Divided difference polynomials are a systematic method of computing polynomial approximations to scattered data. The representations are compact, and may easily be updated with new data, rebased at zero, or analyzed to produce the standard form polynomial, integral or derivative polynomials.

Other routines are available to convert the divided difference representation to standard polynomial format. This is a natural way to determine the coefficients of the polynomial that interpolates a given set of data, for instance.

One surprisingly simple but useful routine is available to take a set of roots and compute the divided difference or standard form polynomial that passes through those roots.

Finally, the Newton-Cotes quadrature formulas can be derived using divided difference methods, so a few routines are given which can compute the weights and abscissas of open or closed rules for an arbitrary number of nodes.

Licensing:

The computer code and data files described and made available on this web page are distributed under the GNU LGPL license.

Languages:

DIVDIF is available in a C version and a C++ version and a FORTRAN77 version and a FORTRAN90 version and a MATLAB version.

Related Data and Programs:

CHEBYSHEV, a MATLAB library which computes the Chebyshev interpolant/approximant to a given function over an interval.

HERMITE, a MATLAB library which computes the Hermite interpolant, a polynomial that matches function values and derivatives.

INTERP, a MATLAB library which can be used for parameterizing and interpolating data;

LAGRANGE_INTERP_1D, a MATLAB library which defines and evaluates the Lagrange polynomial p(x) which interpolates a set of data, so that p(x(i)) = y(i).

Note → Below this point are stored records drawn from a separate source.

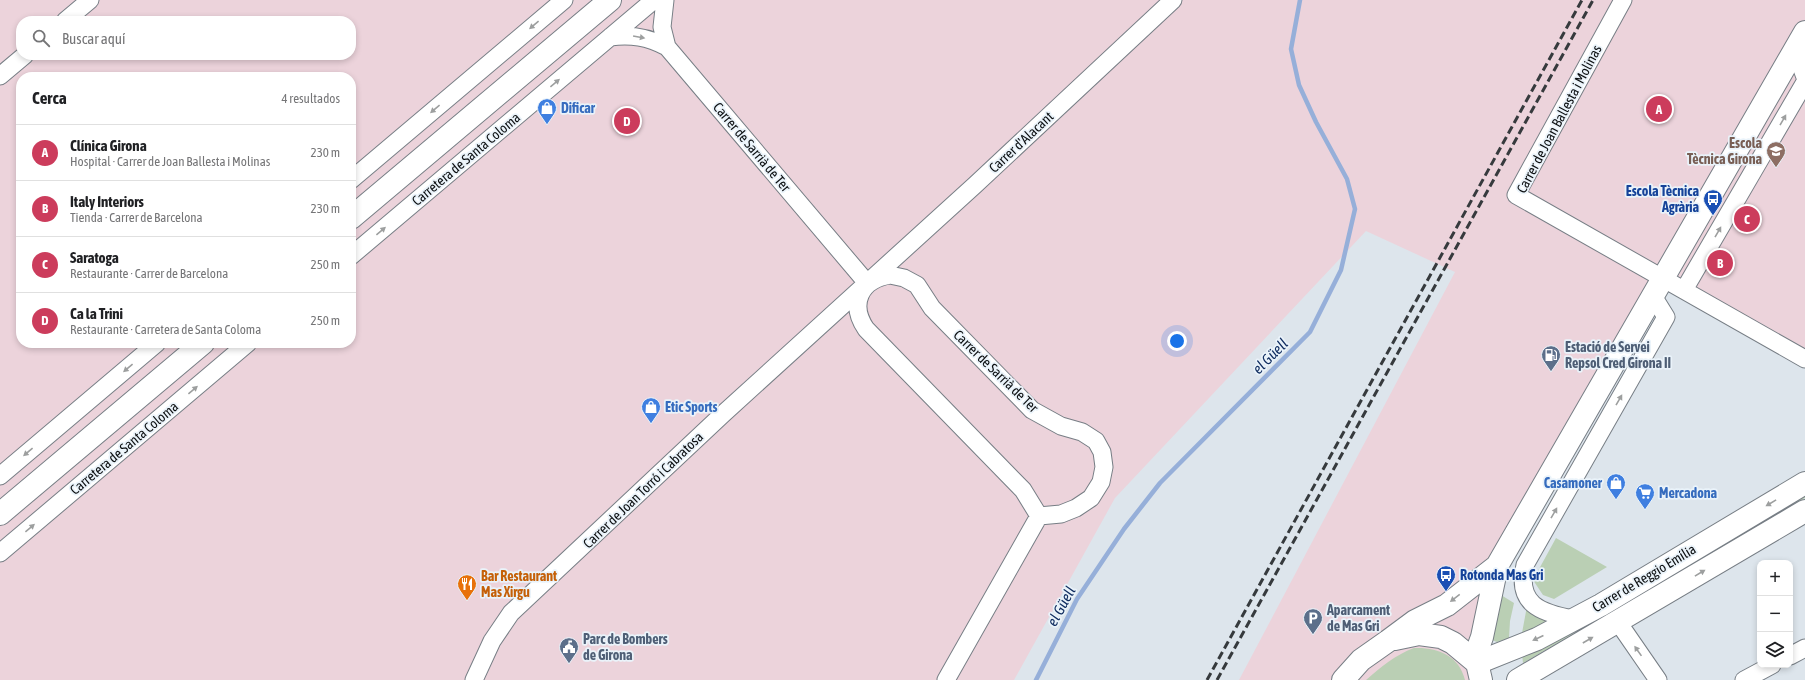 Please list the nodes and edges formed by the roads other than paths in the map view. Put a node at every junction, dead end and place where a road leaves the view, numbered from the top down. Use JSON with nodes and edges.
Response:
{"nodes":[{"id":1,"x":90,"y":0,"type":"edge"},
{"id":2,"x":564,"y":0,"type":"edge"},
{"id":3,"x":610,"y":0,"type":"edge"},
{"id":4,"x":654,"y":0,"type":"edge"},
{"id":5,"x":665,"y":0,"type":"edge"},
{"id":6,"x":1174,"y":0,"type":"edge"},
{"id":7,"x":1623,"y":0,"type":"edge"},
{"id":8,"x":71,"y":16,"type":"edge"},
{"id":9,"x":610,"y":37,"type":"junction"},
{"id":10,"x":1800,"y":41,"type":"edge"},
{"id":11,"x":667,"y":47,"type":"junction"},
{"id":12,"x":19,"y":60,"type":"edge"},
{"id":13,"x":0,"y":76,"type":"edge"},
{"id":14,"x":1805,"y":77,"type":"edge"},
{"id":15,"x":1805,"y":82,"type":"edge"},
{"id":16,"x":356,"y":176,"type":"edge"},
{"id":17,"x":356,"y":214,"type":"edge"},
{"id":18,"x":356,"y":252,"type":"edge"},
{"id":19,"x":867,"y":283,"type":"junction"},
{"id":20,"x":1658,"y":288,"type":"junction"},
{"id":21,"x":1684,"y":290,"type":"junction"},
{"id":22,"x":151,"y":348,"type":"edge"},
{"id":23,"x":197,"y":348,"type":"edge"},
{"id":24,"x":242,"y":348,"type":"edge"},
{"id":25,"x":1805,"y":359,"type":"edge"},
{"id":26,"x":2,"y":474,"type":"edge"},
{"id":27,"x":1805,"y":483,"type":"edge"},
{"id":28,"x":0,"y":488,"type":"edge"},
{"id":29,"x":1805,"y":511,"type":"edge"},
{"id":30,"x":0,"y":514,"type":"edge"},
{"id":31,"x":1039,"y":516,"type":"junction"},
{"id":32,"x":1535,"y":547,"type":"junction"},
{"id":33,"x":0,"y":553,"type":"edge"},
{"id":34,"x":1499,"y":563,"type":"junction"},
{"id":35,"x":1574,"y":619,"type":"junction"},
{"id":36,"x":1618,"y":622,"type":"junction"},
{"id":37,"x":1388,"y":641,"type":"junction"},
{"id":38,"x":1805,"y":648,"type":"edge"},
{"id":39,"x":1793,"y":654,"type":"edge"},
{"id":40,"x":1481,"y":665,"type":"edge"},
{"id":41,"x":1766,"y":668,"type":"edge"},
{"id":42,"x":474,"y":680,"type":"edge"},
{"id":43,"x":946,"y":680,"type":"edge"},
{"id":44,"x":1343,"y":680,"type":"edge"},
{"id":45,"x":1518,"y":680,"type":"edge"},
{"id":46,"x":1658,"y":680,"type":"edge"},
{"id":47,"x":1744,"y":680,"type":"edge"}],
"edges":[{"from":1,"to":8,"type":"street"},
{"from":2,"to":16,"type":"street","one_way":true},
{"from":3,"to":17,"type":"street","name":"Carretera de Santa Coloma"},
{"from":4,"to":9,"type":"street","name":"Carretera de Santa Coloma"},
{"from":5,"to":11,"type":"street","name":"Carrer de Sarrià de Ter"},
{"from":6,"to":19,"type":"street","name":"Carrer d'Alacant"},
{"from":7,"to":20,"type":"street","name":"Carrer de Joan Ballesta i Molinas"},
{"from":9,"to":11,"type":"street","name":"Carrer de Sarrià de Ter","one_way":true},
{"from":18,"to":9,"type":"street","name":"Carretera de Santa Coloma","one_way":true},
{"from":10,"to":14,"type":"street"},
{"from":10,"to":20,"type":"street"},
{"from":11,"to":19,"type":"street","name":"Carrer de Sarrià de Ter"},
{"from":12,"to":13,"type":"street"},
{"from":21,"to":15,"type":"street","one_way":true},
{"from":19,"to":31,"type":"street"},
{"from":19,"to":31,"type":"street","name":"Carrer de Sarrià de Ter"},
{"from":19,"to":42,"type":"street","name":"Carrer de Joan Torró i Cabratosa"},
{"from":20,"to":21,"type":"street"},
{"from":32,"to":20,"type":"street","one_way":true},
{"from":20,"to":34,"type":"street"},
{"from":21,"to":25,"type":"street"},
{"from":22,"to":26,"type":"street","one_way":true},
{"from":23,"to":30,"type":"street","name":"Carretera de Santa Coloma"},
{"from":33,"to":24,"type":"street","name":"Carretera de Santa Coloma","one_way":true},
{"from":26,"to":28,"type":"street"},
{"from":27,"to":35,"type":"street","name":"Carrer de Reggio Emília","one_way":true},
{"from":36,"to":29,"type":"street","name":"Carrer de Reggio Emília","one_way":true},
{"from":31,"to":43,"type":"street"},
{"from":32,"to":34,"type":"street"},
{"from":32,"to":35,"type":"street"},
{"from":34,"to":37,"type":"street","one_way":true},
{"from":34,"to":40,"type":"street"},
{"from":35,"to":40,"type":"street","name":"Carrer de Reggio Emília","one_way":true},
{"from":45,"to":36,"type":"street","name":"Carrer de Reggio Emília","one_way":true},
{"from":46,"to":36,"type":"street","one_way":true},
{"from":37,"to":40,"type":"street"},
{"from":37,"to":44,"type":"street"},
{"from":38,"to":39,"type":"street"},
{"from":41,"to":47,"type":"street"}]}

RBF_INTERP_1D, a MATLAB library which defines and evaluates radial basis function (RBF) interpolants to 1D data.

SHEPARD_INTERP_1D, a MATLAB library which defines and evaluates Shepard interpolants to 1D data, which are based on inverse distance weighting.

SPLINE, a MATLAB library which includes many routines to construct and evaluate spline interpolants and approximants.

TEST_APPROX, a MATLAB library which defines a number of test problems for approximation and interpolation.

TEST_INTERP_1D, a MATLAB library which defines test problems for interpolation of data y(x), depending on a 1D argument.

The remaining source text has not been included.